Version 1.2.0 also offers the following:

  • Scatterplots can have more than one series e.g. different coloured male and female dots on same plot.

    Multiseries scatterplot
  • Individual columns within a data display report table can be sorted. This is extremely useful for checking your raw data, looking for anomalies before analysis.

    Sortable Data List Reports
  • Report tables of summary statistics e.g. mean, median, sd, now show the measures across columns instead of down rows. This makes it much easier to compare results and notice difference.

    New Row Stats Layout
  • Numerous changes to layout and functioning to make SOFA easier to use. For example, the demonstration tables displayed when configuring report tables now use real data instead of random data if the data source is small enough to make updating fast. And the “Show Results” button becomes “Add to Report” when report tables are able to use live data for examples (and the “Add to report checkbox” is hidden). Add to report now defaults to False and remembers the last setting throughout the user session. And some standard GUI items have been repositioned to increase the logic of placement and speed of use.

    Layout Improvements
  • Added IQR (Inter-Quartile Range) to the Row Stats Table.
  • Can now do a boxplots of a single variable (not requiring a variable for it to be By).

    Single Variable Boxplots
  • Now save and show cropped matplotlib charts.
  • Scatterplots are a better size.
  • Excel importing copes with faulty dates better and tells the user where the problem is.
  • Filter dialog now checks if user wants to apply a filter when the settings haven’t been changed. Prevents inadvertent filtering to null.
  • Better font sizes in auxiliary clustered bar charts (matplotlib).
  • GUIs no longer update if the user selects the same database as is already selected.

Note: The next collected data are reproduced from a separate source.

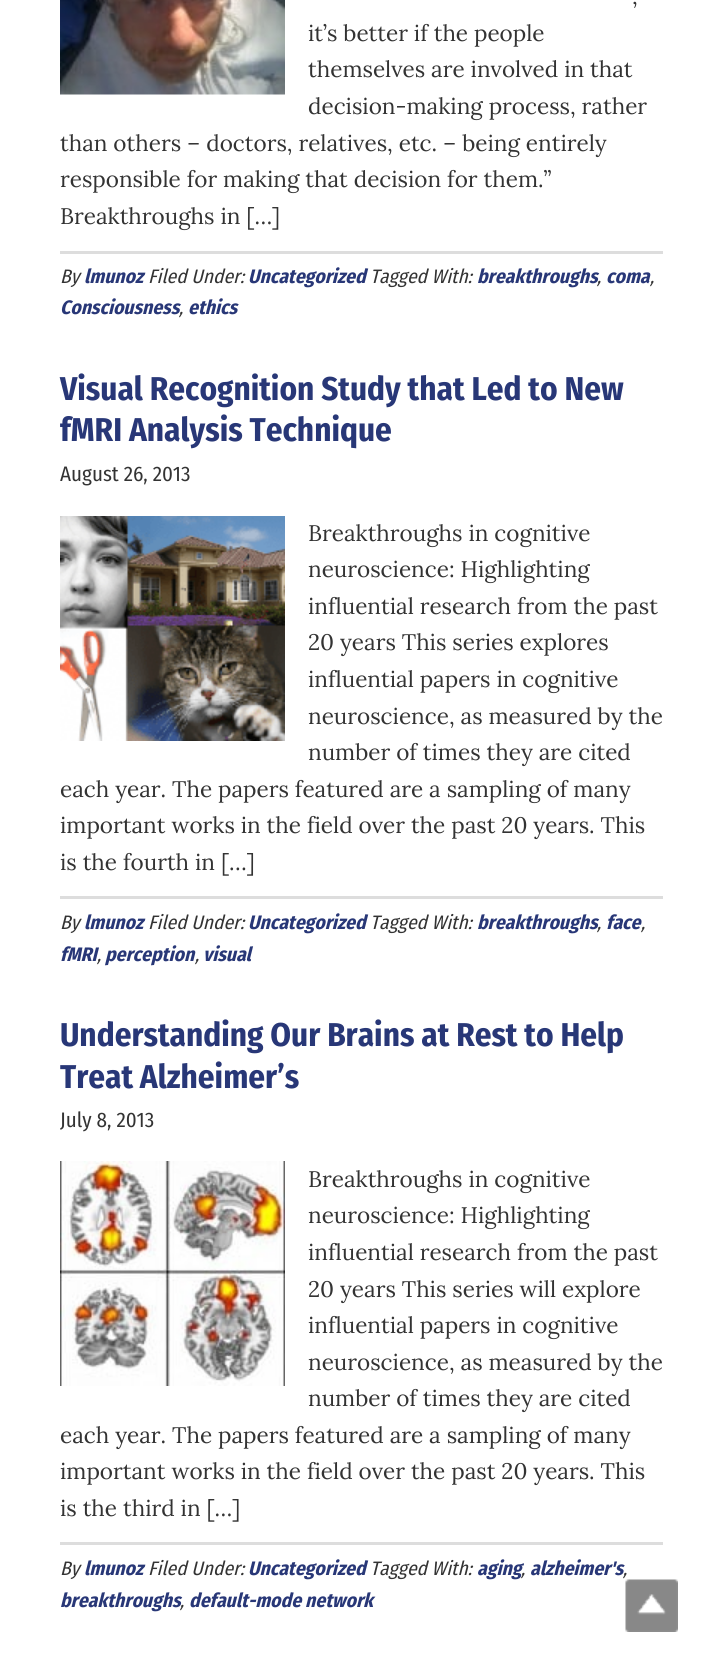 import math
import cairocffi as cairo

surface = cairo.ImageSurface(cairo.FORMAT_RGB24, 722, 1676)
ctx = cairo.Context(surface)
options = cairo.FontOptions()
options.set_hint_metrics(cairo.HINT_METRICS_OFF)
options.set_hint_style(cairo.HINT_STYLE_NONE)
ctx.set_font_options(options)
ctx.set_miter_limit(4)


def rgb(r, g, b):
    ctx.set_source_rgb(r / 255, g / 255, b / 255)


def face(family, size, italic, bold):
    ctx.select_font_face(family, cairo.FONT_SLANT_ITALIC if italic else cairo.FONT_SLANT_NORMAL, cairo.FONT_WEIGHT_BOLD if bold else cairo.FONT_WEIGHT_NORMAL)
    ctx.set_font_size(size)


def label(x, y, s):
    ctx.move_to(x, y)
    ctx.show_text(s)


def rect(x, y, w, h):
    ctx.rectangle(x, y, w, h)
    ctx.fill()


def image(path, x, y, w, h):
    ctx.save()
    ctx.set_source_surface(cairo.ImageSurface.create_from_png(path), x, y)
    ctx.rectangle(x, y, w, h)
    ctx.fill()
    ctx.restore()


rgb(255, 255, 255)
ctx.paint()
image('image0.png', 60, 0, 225, 95)
face('Lora', 22.5, 0, 0)
rgb(51, 51, 51)
label(632, 4, ',')
label(308, 41, 'it’s better if the people')
label(308, 77, 'themselves are involved in that')
label(308, 114, 'decision-making process, rather')
label(60, 151, 'than others – doctors, relatives, etc. – being entirely')
label(60, 187, 'responsible for making that decision for them.”')
label(60, 224, 'Breakthroughs in […]')
rgb(221, 221, 221)
rect(60, 251, 603, 3)
face('Fira Sans Condensed', 19.5, 1, 0)
rgb(51, 51, 51)
label(60, 283, 'By')
face('Fira Sans Condensed', 19.5, 1, 1)
rgb(40, 55, 119)
label(84, 283, 'lmunoz')
face('Fira Sans Condensed', 19.5, 1, 0)
rgb(51, 51, 51)
label(148, 283, 'Filed Under:')
face('Fira Sans Condensed', 19.5, 1, 1)
rgb(40, 55, 119)
label(248, 283, 'Uncategorized')
face('Fira Sans Condensed', 19.5, 1, 0)
rgb(51, 51, 51)
label(370, 283, 'Tagged With:')
face('Fira Sans Condensed', 19.5, 1, 1)
rgb(40, 55, 119)
label(477, 283, 'breakthroughs')
label(606, 283, 'coma')
face('Fira Sans Condensed', 19.5, 1, 0)
rgb(51, 51, 51)
label(597, 283, ',')
label(650, 283, ',')
face('Fira Sans Condensed', 19.5, 1, 1)
rgb(40, 55, 119)
label(60, 314, 'Consciousness')
label(188, 314, 'ethics')
face('Fira Sans Condensed', 19.5, 1, 0)
rgb(51, 51, 51)
label(179, 314, ',')
face('Fira Sans Condensed', 33, 0, 1)
rgb(40, 55, 119)
label(60, 400, 'Visual Recognition Study that Led to New')
label(60, 441, 'fMRI Analysis Technique')
face('Fira Sans Condensed', 21, 0, 0)
rgb(51, 51, 51)
label(60, 481, 'August 26, 2013')
image('image1.png', 60, 516, 225, 225)
face('Lora', 22.5, 0, 0)
label(308, 541, 'Breakthroughs in cognitive')
label(308, 577, 'neuroscience: Highlighting')
label(308, 614, 'influential research from the past')
label(308, 650, '20 years This series explores')
label(308, 687, 'influential papers in cognitive')
label(308, 724, 'neuroscience, as measured by the')
label(308, 760, 'number of times they are cited')
label(60, 797, 'each year. The papers featured are a sampling of many')
label(60, 833, 'important works in the field over the past 20 years. This')
label(60, 870, 'is the fourth in […]')
rgb(221, 221, 221)
rect(60, 896, 603, 3)
face('Fira Sans Condensed', 19.5, 1, 0)
rgb(51, 51, 51)
label(60, 929, 'By')
face('Fira Sans Condensed', 19.5, 1, 1)
rgb(40, 55, 119)
label(84, 929, 'lmunoz')
face('Fira Sans Condensed', 19.5, 1, 0)
rgb(51, 51, 51)
label(148, 929, 'Filed Under:')
face('Fira Sans Condensed', 19.5, 1, 1)
rgb(40, 55, 119)
label(248, 929, 'Uncategorized')
face('Fira Sans Condensed', 19.5, 1, 0)
rgb(51, 51, 51)
label(370, 929, 'Tagged With:')
face('Fira Sans Condensed', 19.5, 1, 1)
rgb(40, 55, 119)
label(477, 929, 'breakthroughs')
label(606, 929, 'face')
face('Fira Sans Condensed', 19.5, 1, 0)
rgb(51, 51, 51)
label(597, 929, ',')
label(641, 929, ',')
face('Fira Sans Condensed', 19.5, 1, 1)
rgb(40, 55, 119)
label(60, 961, 'fMRI')
label(105, 961, 'perception')
label(203, 961, 'visual')
face('Fira Sans Condensed', 19.5, 1, 0)
rgb(51, 51, 51)
label(97, 961, ',')
label(195, 961, ',')
face('Fira Sans Condensed', 33, 0, 1)
rgb(40, 55, 119)
label(60, 1046, 'Understanding Our Brains at Rest to Help')
label(60, 1088, 'Treat Alzheimer’s')
face('Fira Sans Condensed', 21, 0, 0)
rgb(51, 51, 51)
label(60, 1127, 'July 8, 2013')
image('image2.png', 60, 1161, 225, 225)
face('Lora', 22.5, 0, 0)
label(308, 1187, 'Breakthroughs in cognitive')
label(308, 1223, 'neuroscience: Highlighting')
label(308, 1260, 'influential research from the past')
label(308, 1297, '20 years This series will explore')
label(308, 1333, 'influential papers in cognitive')
label(308, 1370, 'neuroscience, as measured by the')
label(308, 1406, 'number of times they are cited')
label(60, 1443, 'each year. The papers featured are a sampling of many')
label(60, 1479, 'important works in the field over the past 20 years. This')
label(60, 1516, 'is the third in […]')
rgb(221, 221, 221)
rect(60, 1542, 603, 3)
face('Fira Sans Condensed', 19.5, 1, 0)
rgb(51, 51, 51)
label(60, 1575, 'By')
face('Fira Sans Condensed', 19.5, 1, 1)
rgb(40, 55, 119)
label(84, 1575, 'lmunoz')
face('Fira Sans Condensed', 19.5, 1, 0)
rgb(51, 51, 51)
label(148, 1575, 'Filed Under:')
face('Fira Sans Condensed', 19.5, 1, 1)
rgb(40, 55, 119)
label(248, 1575, 'Uncategorized')
face('Fira Sans Condensed', 19.5, 1, 0)
rgb(51, 51, 51)
label(370, 1575, 'Tagged With:')
face('Fira Sans Condensed', 19.5, 1, 1)
rgb(40, 55, 119)
label(477, 1575, 'aging')
label(530, 1575, 'alzheimer\'s')
face('Fira Sans Condensed', 19.5, 1, 0)
rgb(51, 51, 51)
label(521, 1575, ',')
label(623, 1575, ',')
face('Fira Sans Condensed', 19.5, 1, 1)
rgb(40, 55, 119)
label(60, 1607, 'breakthroughs')
label(189, 1607, 'default-mode network')
face('Fira Sans Condensed', 19.5, 1, 0)
rgb(51, 51, 51)
label(180, 1607, ',')
image('image3.png', 625, 1579, 53, 53)
surface.write_to_png('render.png')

And there have been plenty of useful bug fixes too:

  • Fixed bug when more colours are required for auxiliary clustered barcharts than in the css.
  • Fixed bug re: linked images with non-English characters not displaying in GUI html window (still issue if user relying on IE6).
  • Fixed bug which made report tables widen if the title or subtitle was wider.
  • Fixed bug where removal of filter in the charting dialog would change third variable dropdown to the last value it had when the filter was applied even if it had subsequently been changed to the Nothing Selected value. The default values are now updated everytime the dropdowns change.
  • Now a guaranteed consistency in series colours across charts even if a series is missing e.g. the middle one, from one of the charts.
  • Misc bug fixes for stats tests where no variability. Better user messages.
  • Independent variable tests cope with new lines in text values.
  • Histograms all get title case titles if no value label instead of upper case.
  • Fixed bug when filtering results in no group a and b values possible in indep2var analyses.
  • Fixed histogram width issue esp if wide numbers e.g. 12000 is wider than 12.
  • Fixed css display problem in webkit internal browsers.

This is an exciting release and hopefully the plug-in will be well received.

1.1.7 Enables Series of Clustered Bar Charts and Multi-Line Charts

Friday, July 6th, 2012

Now SOFA lets you make series of Clustered Bar Charts and multi-line Line Charts.
Series of clustered bar charts

Series of multi-line line charts

And when a data type mismatch is encountered during an import, SOFA now reports on the first faulty cell (row, cell value, and expected type) to make it easier for to clean your data.

Mix of data types import message

In addition, here are the other features added in this release:

  • Now able to run multiple single line charts. And multiple line charts have a consistent y-axis for role as trellis charts.
  • SOFA now guesses whether an xls or ods spreadsheet has a header row or not when importing and sets the default buttons accordingly.
  • Tighter and more flexible spacing of x-axis title according to number of lines in x labels. Now show legend title before legend and only show legend if multiple series.
  • Smarter column resizing.
  • CSV importing correctly identifies if file has a header more accurately if only one column (and thus no delimiter identified initially).
  • Adjusted chart sizings to be more rational and less magic.
  • Better width settings for dojo histogram output when lots of bins (prevents x-axis labels bunching up).
  • Row stats tables show “Not calc” instead of nan (not a number) when appropriate.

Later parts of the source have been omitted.